18 oct 2017

Référencement web et respect du droit d’auteur


Droit d'auteur: maxkabakov / 123RF Banque d'images

Une procédure a récemment été engagée au Canada contre un prestataire canadien, la Dose Pro et son site plus grand public la Dose.ca. Ces derniers référençaient - pour la constitution de panoramas de presse - sans autorisation ni paiement de droit afférent (la Presse, le Devoir, le Soleil) en reproduisant le titre et l’amorce de l’article.

La Cour Supérieure de la Province de Québec a rendu sa décision le 25 juillet dernier et reconnaît que :

  • Les 3 éditeurs sont titulaires des droits d’auteur et CEDROM-SNi en est le gestionnaire exclusif ;
  • Le titre et l’amorce sont une partie importante de l’article ;
  • Le fair-use (utilisation équitable qui de facto limite le droit d’auteur selon la jurisprudence ou la loi) ne s’applique pas, il y a donc violation du droit d’auteur ;
  • Il est apparent que le référencement web se fait en violation des termes et conditions d’utilisation des sites web.

Selon ce qui précède, et toujours selon le droit canadien :

  • La violation du droit d’auteur entraîne la présomption de préjudice irréparable ;
  • Il y a également préjudice irréparable vu la perte d’achalandage et de clientèle

Selon le jugement, basé sur le droit canadien, La Dose Pro et la Dose.ca doivent cesser d’utiliser le contenu de sites web. La décision est motivée par le respect du droit d’auteur et des conditions générales d’utilisation des sites web.

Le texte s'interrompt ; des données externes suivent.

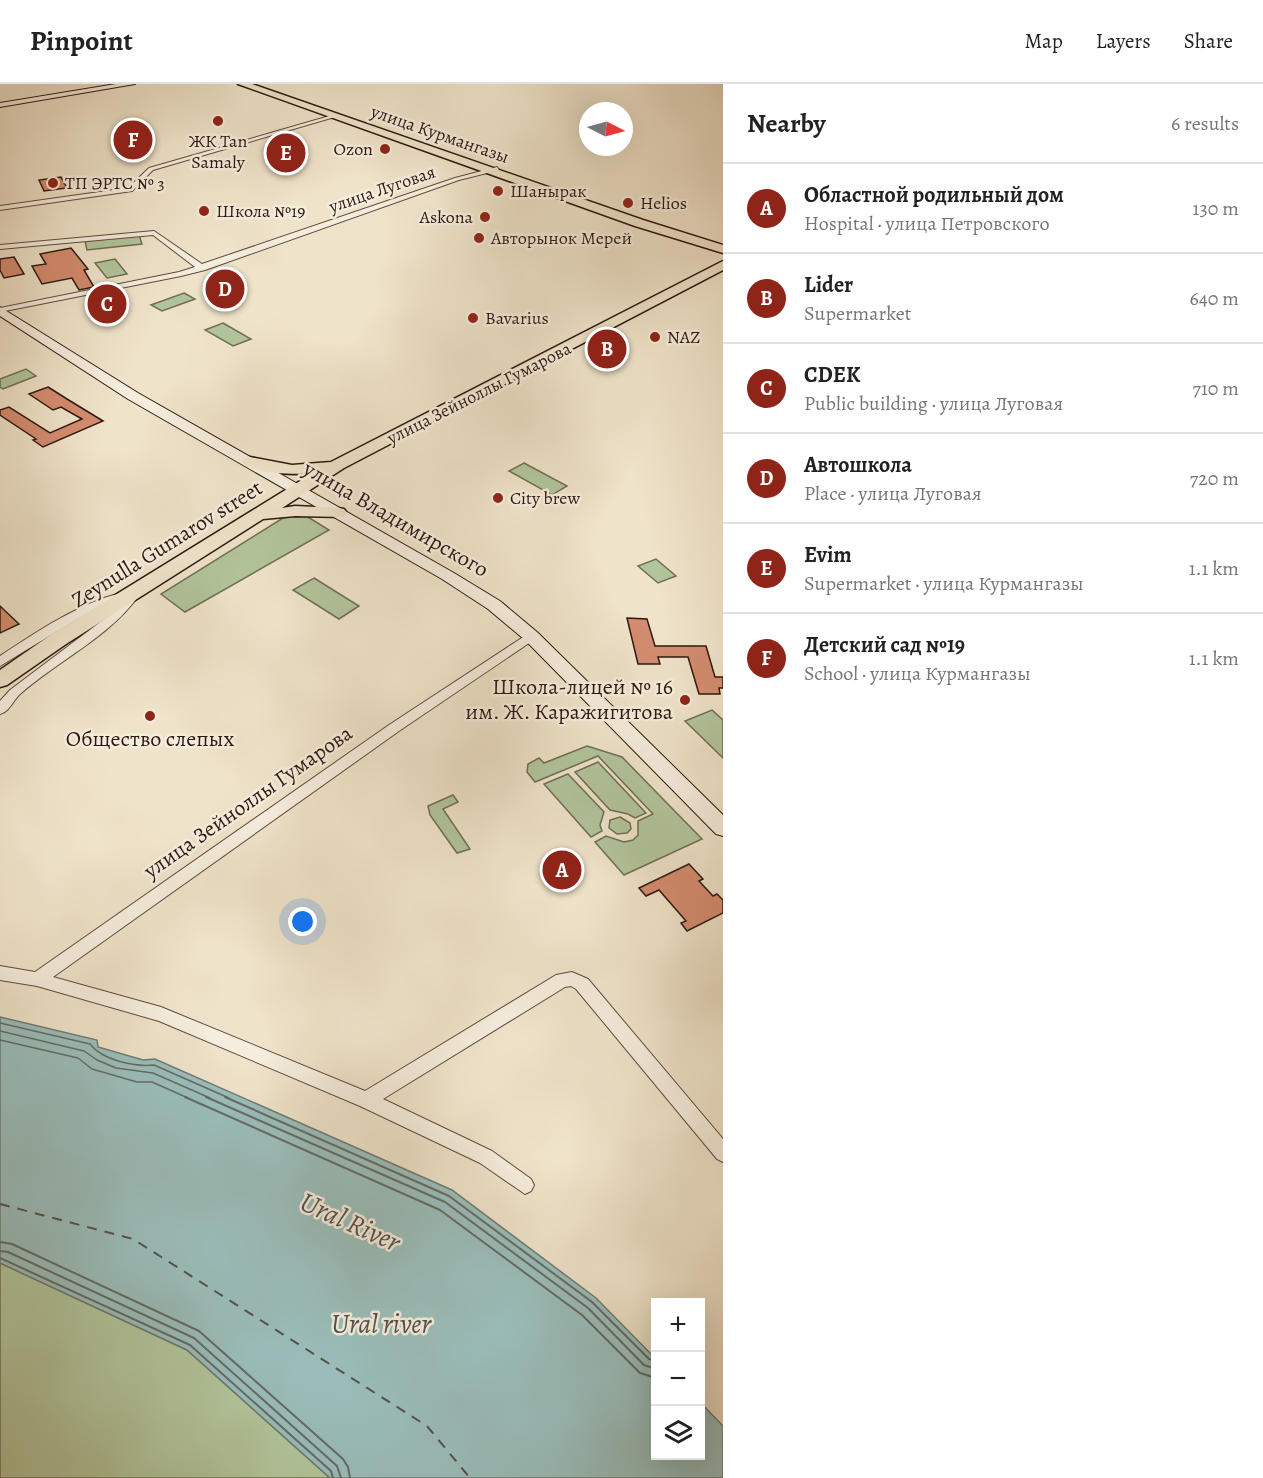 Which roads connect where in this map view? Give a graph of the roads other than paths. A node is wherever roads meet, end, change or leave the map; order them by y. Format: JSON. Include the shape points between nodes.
{"nodes":[{"id":1,"x":131,"y":84,"type":"edge"},
{"id":2,"x":243,"y":84,"type":"edge"},
{"id":3,"x":254,"y":84,"type":"edge"},
{"id":4,"x":0,"y":105,"type":"edge"},
{"id":5,"x":335,"y":116,"type":"junction"},
{"id":6,"x":468,"y":163,"type":"junction"},
{"id":7,"x":493,"y":170,"type":"junction"},
{"id":8,"x":471,"y":176,"type":"junction"},
{"id":9,"x":510,"y":178,"type":"junction"},
{"id":10,"x":539,"y":186,"type":"junction"},
{"id":11,"x":0,"y":208,"type":"edge"},
{"id":12,"x":681,"y":234,"type":"junction"},
{"id":13,"x":723,"y":241,"type":"edge"},
{"id":14,"x":0,"y":247,"type":"edge"},
{"id":15,"x":723,"y":249,"type":"edge"},
{"id":16,"x":723,"y":257,"type":"edge"},
{"id":17,"x":723,"y":265,"type":"edge"},
{"id":18,"x":202,"y":268,"type":"junction"},
{"id":19,"x":0,"y":311,"type":"edge"},
{"id":20,"x":250,"y":462,"type":"junction"},
{"id":21,"x":338,"y":465,"type":"junction"},
{"id":22,"x":300,"y":490,"type":"junction"},
{"id":23,"x":338,"y":513,"type":"junction"},
{"id":24,"x":256,"y":518,"type":"junction"},
{"id":25,"x":137,"y":591,"type":"junction"},
{"id":26,"x":531,"y":636,"type":"junction"},
{"id":27,"x":0,"y":662,"type":"edge"},
{"id":28,"x":0,"y":680,"type":"edge"},
{"id":29,"x":0,"y":710,"type":"edge"},
{"id":30,"x":723,"y":828,"type":"edge"},
{"id":31,"x":0,"y":973,"type":"edge"},
{"id":32,"x":37,"y":979,"type":"junction"},
{"id":33,"x":366,"y":1100,"type":"junction"},
{"id":34,"x":723,"y":1153,"type":"edge"},
{"id":35,"x":525,"y":1185,"type":"dead end"}],
"edges":[{"from":1,"to":4,"type":"street"},
{"from":2,"to":5,"type":"main road","name":"улица Курмангазы"},
{"from":3,"to":7,"type":"main road","name":"улица Курмангазы"},
{"from":5,"to":6,"type":"main road","name":"улица Курмангазы"},
{"from":5,"to":11,"type":"street","via":[[151,169],[130,190]]},
{"from":6,"to":7,"type":"main road","name":"улица Курмангазы"},
{"from":6,"to":8,"type":"main road","via":[[473,171]]},
{"from":7,"to":8,"type":"street","name":"улица Луговая"},
{"from":7,"to":9,"type":"main road","name":"улица Курмангазы"},
{"from":7,"to":10,"type":"main road","name":"улица Курмангазы"},
{"from":8,"to":9,"type":"main road"},
{"from":8,"to":18,"type":"street","name":"улица Луговая"},
{"from":9,"to":10,"type":"main road","name":"улица Курмангазы"},
{"from":10,"to":12,"type":"main road","name":"улица Курмангазы"},
{"from":12,"to":13,"type":"main road"},
{"from":12,"to":15,"type":"main road","name":"улица Курмангазы"},
{"from":12,"to":16,"type":"main road"},
{"from":14,"to":18,"type":"street","via":[[154,233]]},
{"from":17,"to":21,"type":"main road","name":"улица Зейноллы Гумарова"},
{"from":18,"to":19,"type":"street","name":"улица Луговая"},
{"from":19,"to":20,"type":"street","name":"улица Владимирского","via":[[133,396]]},
{"from":20,"to":21,"type":"main road","via":[[292,470]]},
{"from":20,"to":22,"type":"street","name":"улица Владимирского"},
{"from":20,"to":24,"type":"main road","via":[[267,479],[270,489],[269,499]]},
{"from":21,"to":22,"type":"main road","name":"улица Зейноллы Гумарова"},
{"from":21,"to":23,"type":"main road","via":[[326,490]]},
{"from":22,"to":23,"type":"street","name":"улица Владимирского"},
{"from":22,"to":24,"type":"main road","name":"Zeynulla Gumarov street"},
{"from":23,"to":24,"type":"main road","via":[[295,511]]},
{"from":23,"to":26,"type":"street","name":"улица Владимирского","via":[[494,605]]},
{"from":24,"to":25,"type":"main road","name":"Zeynulla Gumarov street"},
{"from":25,"to":27,"type":"street","via":[[98,603]]},
{"from":25,"to":28,"type":"main road","name":"Zeynulla Gumarov street"},
{"from":25,"to":29,"type":"street","via":[[115,617],[14,693]]},
{"from":26,"to":30,"type":"street","name":"улица Владимирского"},
{"from":26,"to":32,"type":"street","name":"улица Зейноллы Гумарова"},
{"from":31,"to":32,"type":"street"},
{"from":32,"to":33,"type":"street","via":[[161,1014]]},
{"from":33,"to":34,"type":"street","via":[[562,980],[572,979],[582,984]]},
{"from":33,"to":35,"type":"street","via":[[486,1157]]}]}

Pour rappel, le Canada et la France sont soumis aux conventions de Berne qui régissent le droit d’auteur au niveau international. Ils sont tenus d’adapter en conséquence leur législation à ces normes, autrement dit les principes fondamentaux d’une décision canadienne en matière de droit d’auteurs peuvent se transposer à la situation en France.

Cette décision canadienne est dans la même lignée de la décision britannique de la NLA contre Meltwater, et américaine AP contre Meltwater.